NGOs - Beyond State Control

You hear a lot about “NGOs” in the media these days. So what are they and how do they operate?

The letters NGO stand for non-governmental organizations, but not just any organizations outside state control. NGOs are not organized for profit like private businesses, or for a hobby (like cat lovers) or for sports (like a football club). Rather, they are created to work with some serious issue that their members believe is important for the good of the world around them – be it close at home or far away. For example, they might hand out relief aid after an earthquake, like the Red Cross. They might fight for human rights, like Amnesty International. They might fight against global warming, like Bellona, or they might fight against globalization, like Attac. Most people have heard of important NGOs like Amnesty International or the Red Cross. But there are thousands more and most of them are much smaller.

Volunteers for the nonprofit organization Habitat for Humanity work building new energy efficient houses for low income partner families in Asheville, North Carolina Volunteers for the nonprofit organization Habitat for Humanity work building new energy efficient houses for low income partner families in Asheville, North Carolina  

Why are there more NGOs today?

NGOs have grown in number, strength and influence in the international community over the past fifty years. Globalization is one important reason for this. Many modern problems cannot be solved within one nation. One important example of this is global warming. The emissions adding greenhouse gasses to the atmosphere come from factories and cars all over the world. Therefore people who care about the environment have found it necessary to unite across national borders. This is a positive side of globalization. But without a common language to communicate in, NGOs would be far less effective. The common language of most NGOs is English.


Amnesty International Direct influence

English is their preferred language because it also allows NGOs to speak directly to the powers and persons they are attempting to influence. Here is an example of this, a petition in English that Amnesty International asked people to sign and send to the Chinese authorities requesting them to free Liu Xiaobo, a prisoner of conscience and Nobel Peace Prize Winner.


WEN Jiabo Guojia Zongli

The State Council General Office


Your Excellency:

We, the undersigned, are deeply concerned about Liu Xiaobo who was sentenced to eleven years’ imprisonment for “undermining state power” on December 25, 2009. We consider the imprisoning of Liu Xiaobo an attempt to stop him from using his peaceful and legal human rights to call for political and legal reform in China. We call on you to release him immediately.


We urge you to stop using vaguely defined charges of “subversion” to arrest and imprison activists, journalist and internet users. This runs counter to promises made by officials in China’s National Human Rights Action Plan.

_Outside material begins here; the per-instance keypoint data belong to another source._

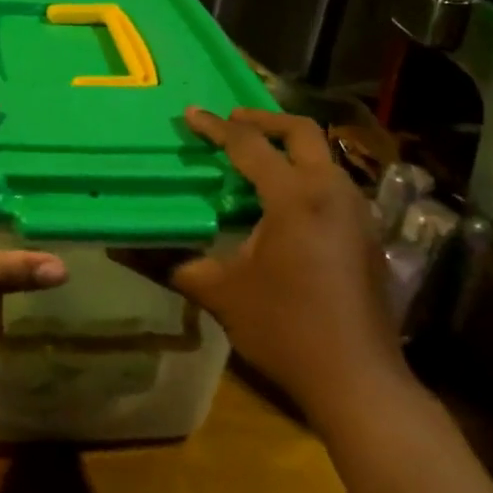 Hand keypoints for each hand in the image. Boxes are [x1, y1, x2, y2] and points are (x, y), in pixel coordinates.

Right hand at [163, 108, 406, 413]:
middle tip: (231, 121)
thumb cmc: (284, 328)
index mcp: (295, 197)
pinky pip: (334, 184)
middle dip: (264, 118)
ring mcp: (357, 213)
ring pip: (324, 157)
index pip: (250, 145)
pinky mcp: (368, 235)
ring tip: (254, 159)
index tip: (191, 114)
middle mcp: (332, 192)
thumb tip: (124, 249)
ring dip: (289, 147)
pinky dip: (306, 175)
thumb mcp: (220, 293)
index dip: (216, 127)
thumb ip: (175, 262)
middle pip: (302, 132)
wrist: (357, 378)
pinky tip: (283, 203) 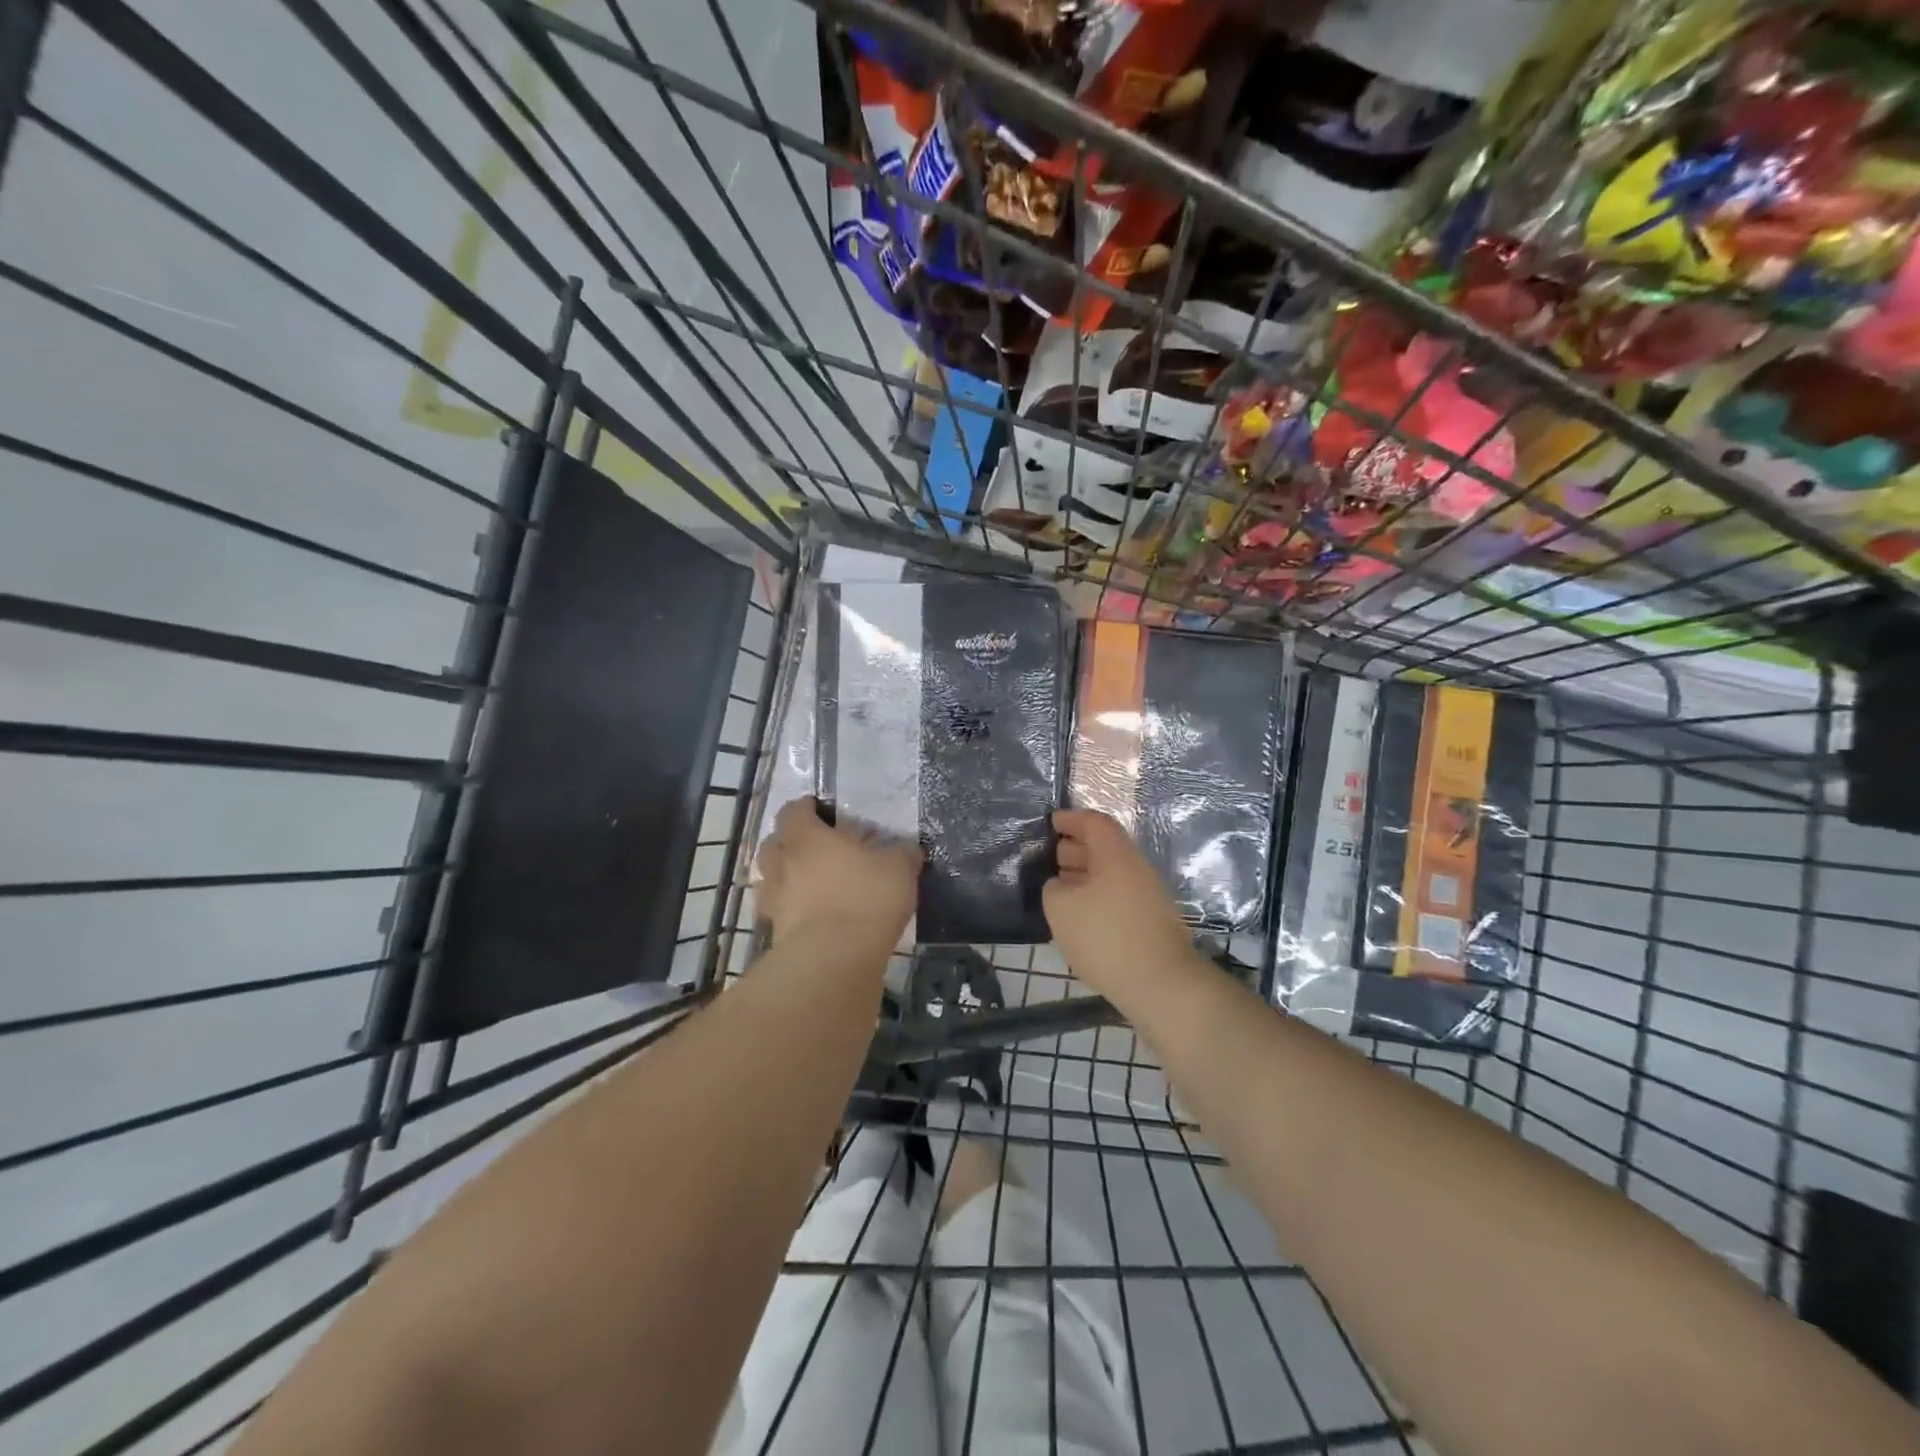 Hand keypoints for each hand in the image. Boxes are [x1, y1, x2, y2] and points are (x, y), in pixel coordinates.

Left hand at [754, 797, 920, 946]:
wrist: (835, 959)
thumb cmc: (865, 898)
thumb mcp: (899, 869)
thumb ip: (902, 854)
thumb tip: (907, 849)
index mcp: (807, 838)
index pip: (793, 810)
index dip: (805, 808)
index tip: (821, 811)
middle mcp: (782, 864)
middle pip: (773, 843)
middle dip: (789, 842)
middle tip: (815, 848)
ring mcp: (774, 900)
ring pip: (770, 877)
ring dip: (785, 876)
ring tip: (811, 883)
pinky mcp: (775, 932)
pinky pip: (778, 911)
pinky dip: (790, 909)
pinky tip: (812, 915)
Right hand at [1044, 809, 1195, 996]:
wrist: (1161, 984)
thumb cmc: (1105, 937)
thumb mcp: (1060, 908)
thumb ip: (1053, 888)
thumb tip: (1060, 885)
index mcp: (1115, 855)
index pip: (1094, 823)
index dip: (1071, 819)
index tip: (1051, 822)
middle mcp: (1136, 868)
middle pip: (1105, 846)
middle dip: (1076, 847)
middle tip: (1051, 857)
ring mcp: (1149, 895)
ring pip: (1112, 873)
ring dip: (1086, 875)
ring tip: (1061, 888)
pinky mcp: (1153, 921)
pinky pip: (1119, 895)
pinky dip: (1098, 896)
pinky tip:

Name                                        Signature                                City, State, Country

----------------------------           ------------------------------          --------------------


Petitions like this one, signed by tens of thousands from all over the world can have a greater effect than single governments or international organizations like the United Nations. They show how NGOs have the freedom to go beyond the usual channels of diplomacy and to use methods that are direct and inventive to achieve their goals. Of course, with that freedom comes responsibility. Sometimes people think NGOs go too far – for example, if an NGO deliberately breaks the law with a sit-in demonstration, making the police remove demonstrators by force.


Others distrust NGOs precisely because they are private organizations – who can tell what they do with their resources? Still, the steady increase in the number of NGOs around the world seems to indicate that more and more people feel it is important to express their opinions and make a direct impact on the world outside the usual channels that go through established political parties and governments.




After reading

  1. What do the letters “NGO” stand for?
  2. How are NGOs different from private businesses?
  3. Why have NGOs grown in number and strength over the past decades?
  4. Why has English become the language of many international NGOs?



Work in pairs or groups:

  1. Have any NGOs been in the news recently? In what connection? Do you support what they are doing? Why?
  2. Can you think of arguments against NGOs? If so, give examples.
  3. If you were to start an NGO, what would it be about? Why?
  4. Can you think of any problems that NGOs might do a better job solving than governments or international organizations like the UN?